As of July 2024, the anime has adapted the first 6 tankōbons. (Note: Until Chapter 22)

====Episodes====

| No. | Title | Directed by | Written by | Storyboarded by | Original release date |
|---|---|---|---|---|---|
| 1 | "The pretty boy gets picked up." Transliteration: "Bishōnen, Hirowareru." (Japanese: 美少年、拾われる。) | Kazuya Ishiguri | Touko Machida | Nobuyoshi Nagayama | April 7, 2024 |
| 2 | "The pretty boy is targeted." Transliteration: "Bishōnen, Nerawareru." (Japanese: 美少年、狙われる。) | Ayako Sugi | Touko Machida | Daigo Kinoshita | April 14, 2024 |
| 3 | "The pretty boy stays over." Transliteration: "Bishōnen, O Tomari Suru." (Japanese: 美少年、お泊まりする。) | Kazuya Ishikuri | Touko Machida | Kazuya Ishikuri | April 21, 2024 |
| 4 | "The pretty boy becomes friends." Transliteration: "Bishōnen, Tomodachi ni Naru." (Japanese: 美少年、友だちになる。
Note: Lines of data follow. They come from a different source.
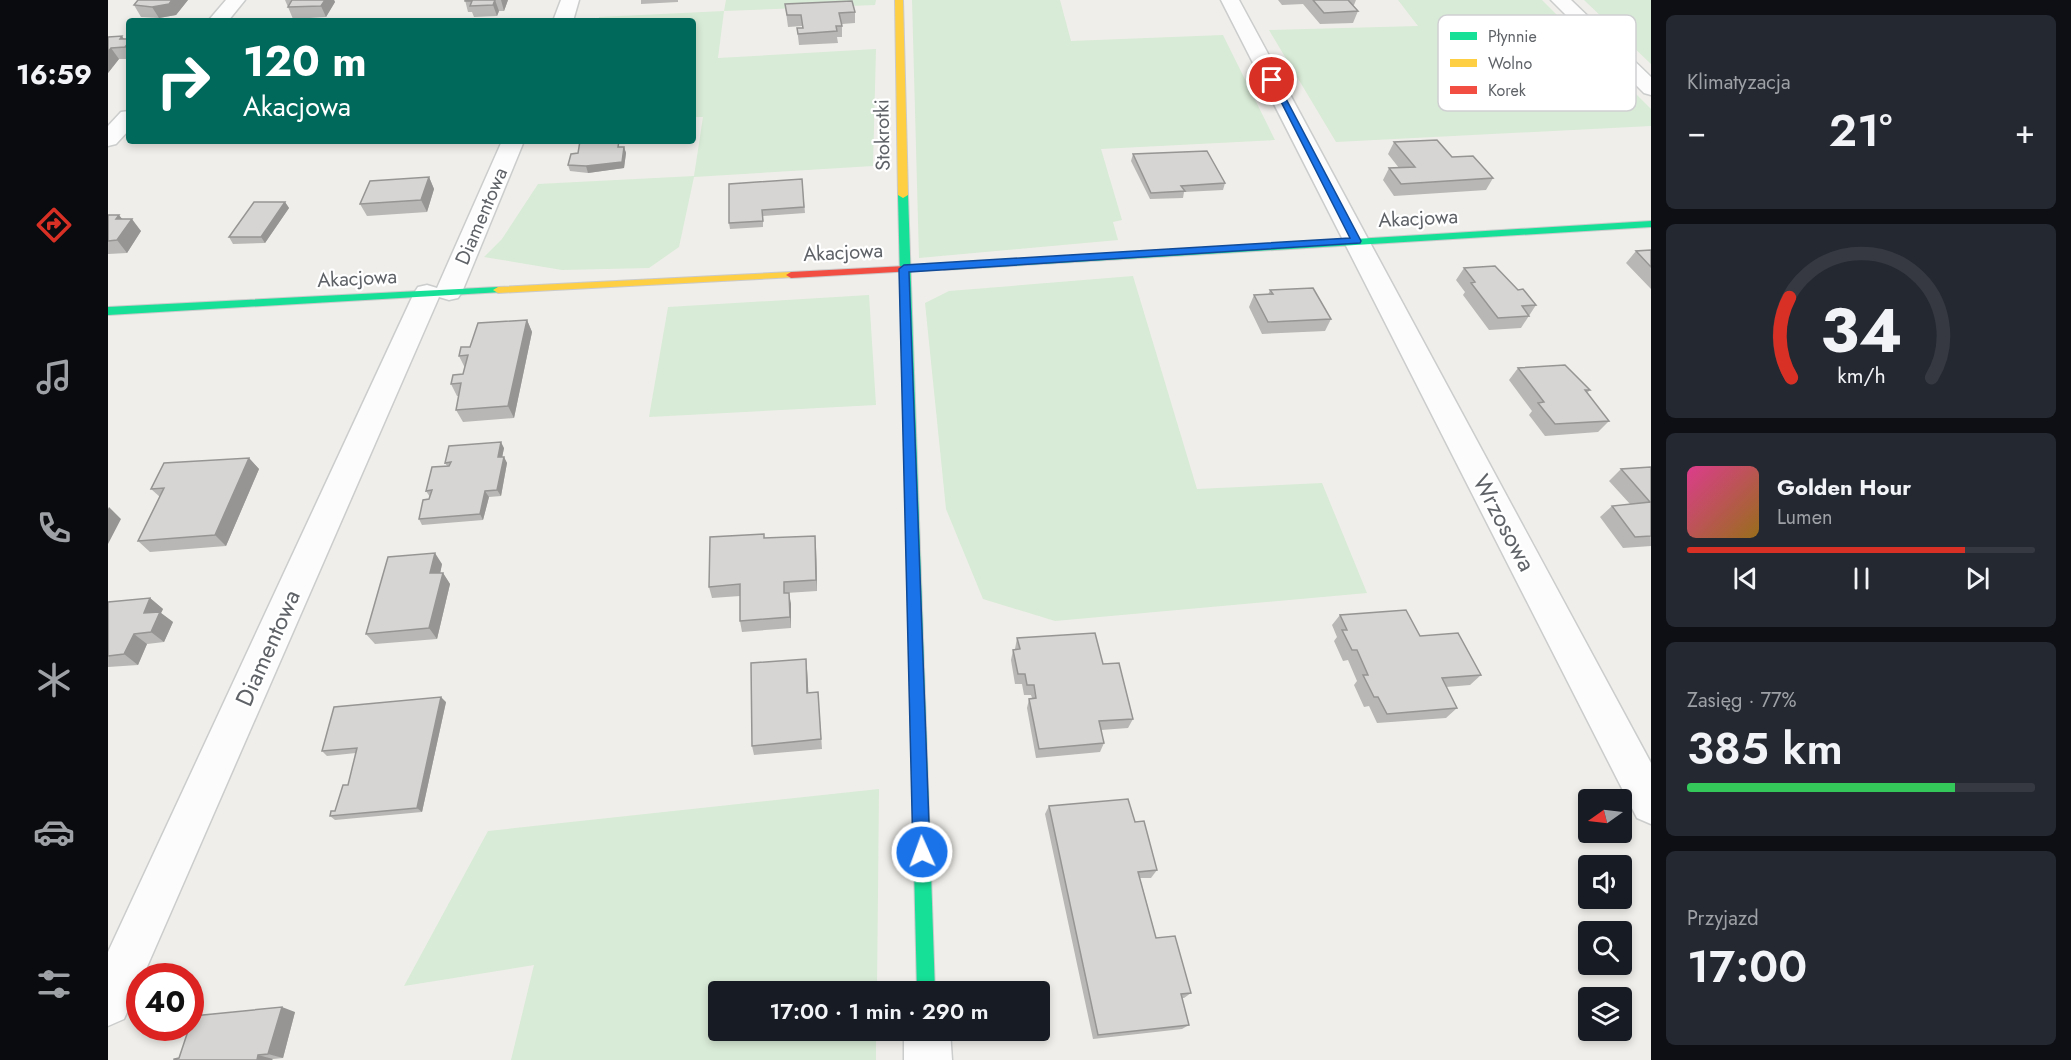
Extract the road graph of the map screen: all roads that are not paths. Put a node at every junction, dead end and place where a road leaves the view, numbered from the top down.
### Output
1 (236, 0) edge
2 (570, 0) edge
3 (899, 0) edge
4 (1230, 0) edge
5 (1560, 0) edge
6 (1575, 15) edge
7 (221, 18) edge
8 (564, 18) edge
9 (1636, 74) edge
10 (1651, 89) edge
11 (126, 120) edge
12 (108, 139) edge
13 (512, 144) edge
14 (1651, 224) edge
15 (1356, 241) junction
16 (904, 269) junction
17 (438, 292) junction
18 (108, 311) edge
19 (1651, 804) edge
20 (926, 981) edge
21 (108, 1003) edge
22 (927, 1041) edge
23 (928, 1060) edge

1 - 7 street
2 - 8 street
3 - 16 street, Stokrotki
4 - 15 street, Wrzosowa
5 - 6 street
9 - 10 street
11 - 12 street
13 - 17 street, Diamentowa
14 - 15 street, Akacjowa
15 - 16 street, Akacjowa
15 - 19 street, Wrzosowa
16 - 17 street, Akacjowa
16 - 20 street, Stokrotki
17 - 18 street, Akacjowa
17 - 21 street, Diamentowa
22 - 23 street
) | Takanori Yano | Misaki Morie | Teru Ishii | April 28, 2024 |
| 5 | "The pretty boy runs away from home." Transliteration: "Bishōnen, Iede Suru." (Japanese: 美少年、家出する。) | Kenya Ueno | Rie Uehara | Akiyoshi Watari | May 5, 2024 |
| 6 | "The pretty boy is heartbroken?!" Transliteration: "Bishōnen, Shitsuren Suru!?" (Japanese: 美少年、失恋する！？) | Teru Ishii | Michiko Yokote | Teru Ishii | May 12, 2024 |
| 7 | "The pretty boy goes on a date." Transliteration: "Bishōnen, Dēto Suru." (Japanese: 美少年、デートする。) | Kazuya Ishiguri | Misaki Morie | Kazuya Ishiguri | May 19, 2024 |
| 8 | "The pretty boy has a fateful encounter." Transliteration: "Bishōnen, Unmei no Deai o Suru." (Japanese: 美少年、運命の出会いをする。) | Ayako Sugi | Rie Uehara | Kenichi Nishida | May 26, 2024 |
| 9 | "The pretty boy goes to a party." Transliteration: "Bishōnen, Pātī ni Iku." (Japanese: 美少年、パーティーにいく。) | Shiro Izumi | Michiko Yokote | Teru Ishii | June 2, 2024 |
| 10 | "The pretty boy transforms." Transliteration: "Bishōnen, Henshin Suru." (Japanese: 美少年、変身する。) | Takanori Yano | Michiko Yokote | Akiyoshi Watari | June 9, 2024 |
| 11 | "The pretty boy drowns." Transliteration: "Bishōnen, Oboreru." (Japanese: 美少年、溺れる。) | Tatsumi Mukaiyama | Touko Machida | Kenichi Nishida | June 16, 2024 |
| 12 | "The pretty boy vows!?" Transliteration: "Bishōnen, Chikau!?" (Japanese: 美少年、誓う！？) | Kazuya Ishiguri | Touko Machida | Yuri Isowa | June 23, 2024 |

==Literary style==
According to writer Mina Sugimura, the series blends popular elements like the "reverse harem school setting", "a girl disguised as a boy", and "vampires", making it a classic example of shōjo manga done right. While stories with so many themes can sometimes feel overstuffed, this one stays accessible thanks to its clear dialogue and storytelling. The cast of unique and attractive male characters is another major draw, and the love triangle, along with the attention given to supporting characters, adds to the overall appeal.